Sunflower seeds are a delightful and crunchy snack, providing about 6 grams of protein per ounce. These seeds are not only high in protein but also packed with healthy fats, vitamin E, and minerals like magnesium. Enjoy them as a snack, in trail mixes, or sprinkled on salads. Sunflower seeds offer a nutty flavor and crunchy texture that enhance various dishes. They support heart health and provide antioxidant benefits, making them a nutritious choice for any diet. For those looking to increase their protein intake with plant-based options, sunflower seeds are a convenient and tasty choice.

14. Avocado

Avocado
© baytownsproduce

Avocado, known for its creamy texture and healthy fats, surprisingly contains about 3 grams of protein per cup when mashed. This fruit is also rich in fiber, vitamins, and minerals. Include avocado in salads, on toast, or in smoothies for a nutritious boost. Its mild, buttery flavor complements a wide range of dishes, making it a versatile ingredient in any kitchen.
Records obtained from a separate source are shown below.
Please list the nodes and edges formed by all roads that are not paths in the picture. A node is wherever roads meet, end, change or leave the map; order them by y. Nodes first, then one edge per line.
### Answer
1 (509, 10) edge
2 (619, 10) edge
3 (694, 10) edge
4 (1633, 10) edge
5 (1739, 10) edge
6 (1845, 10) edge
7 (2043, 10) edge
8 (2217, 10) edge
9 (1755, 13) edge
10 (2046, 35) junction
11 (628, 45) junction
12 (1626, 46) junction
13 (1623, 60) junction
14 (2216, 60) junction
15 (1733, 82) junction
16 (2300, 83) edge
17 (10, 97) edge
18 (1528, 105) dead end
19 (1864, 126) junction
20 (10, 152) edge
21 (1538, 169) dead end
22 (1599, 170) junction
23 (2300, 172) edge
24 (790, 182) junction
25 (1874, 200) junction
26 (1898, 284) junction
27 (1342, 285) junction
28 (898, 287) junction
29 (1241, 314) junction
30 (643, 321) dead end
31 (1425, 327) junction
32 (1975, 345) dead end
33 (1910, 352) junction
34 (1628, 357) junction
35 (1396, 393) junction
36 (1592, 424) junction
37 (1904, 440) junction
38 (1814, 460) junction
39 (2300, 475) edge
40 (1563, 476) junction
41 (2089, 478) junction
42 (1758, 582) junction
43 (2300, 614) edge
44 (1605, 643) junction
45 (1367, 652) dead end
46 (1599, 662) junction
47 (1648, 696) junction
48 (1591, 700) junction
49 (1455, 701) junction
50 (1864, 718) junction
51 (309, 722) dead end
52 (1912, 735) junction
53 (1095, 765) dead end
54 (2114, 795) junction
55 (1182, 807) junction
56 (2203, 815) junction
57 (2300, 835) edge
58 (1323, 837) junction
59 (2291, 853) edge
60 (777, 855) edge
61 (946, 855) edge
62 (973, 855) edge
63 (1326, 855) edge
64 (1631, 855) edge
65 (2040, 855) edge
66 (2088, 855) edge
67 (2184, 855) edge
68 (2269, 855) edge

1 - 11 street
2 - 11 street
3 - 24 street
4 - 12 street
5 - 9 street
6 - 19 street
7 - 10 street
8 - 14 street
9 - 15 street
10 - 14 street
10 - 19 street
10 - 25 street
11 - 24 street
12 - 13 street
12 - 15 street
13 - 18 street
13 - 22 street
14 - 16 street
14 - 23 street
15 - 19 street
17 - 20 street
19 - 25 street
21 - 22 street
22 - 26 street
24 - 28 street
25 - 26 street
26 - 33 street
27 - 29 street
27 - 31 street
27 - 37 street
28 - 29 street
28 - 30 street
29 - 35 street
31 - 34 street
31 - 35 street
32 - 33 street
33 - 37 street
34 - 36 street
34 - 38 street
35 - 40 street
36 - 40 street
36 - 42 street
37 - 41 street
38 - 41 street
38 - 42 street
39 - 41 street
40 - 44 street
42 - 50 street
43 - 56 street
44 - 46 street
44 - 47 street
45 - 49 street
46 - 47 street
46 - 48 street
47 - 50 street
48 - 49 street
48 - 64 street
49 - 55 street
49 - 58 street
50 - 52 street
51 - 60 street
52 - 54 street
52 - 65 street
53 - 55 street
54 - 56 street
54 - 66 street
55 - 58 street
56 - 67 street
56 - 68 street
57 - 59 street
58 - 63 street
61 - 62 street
Avocados support heart health, aid digestion, and offer a satisfying addition to meals. For those seeking a unique and plant-based protein source, avocados are a delicious and healthful option to consider.

15. Seitan

Seitan
© seitan_society

Seitan, often referred to as “wheat meat,” is a protein-rich food derived from wheat gluten, offering about 25 grams per 3-ounce serving. This meat substitute is popular among vegetarians and vegans for its chewy texture and ability to absorb flavors. Use it in stir-fries, sandwiches, or as a meat alternative in various dishes. Seitan is an excellent source of plant-based protein, supporting muscle growth and repair. Its versatility allows for creative culinary use, providing satisfying and protein-packed options. For those looking to reduce meat consumption, seitan is a hearty and nutritious alternative.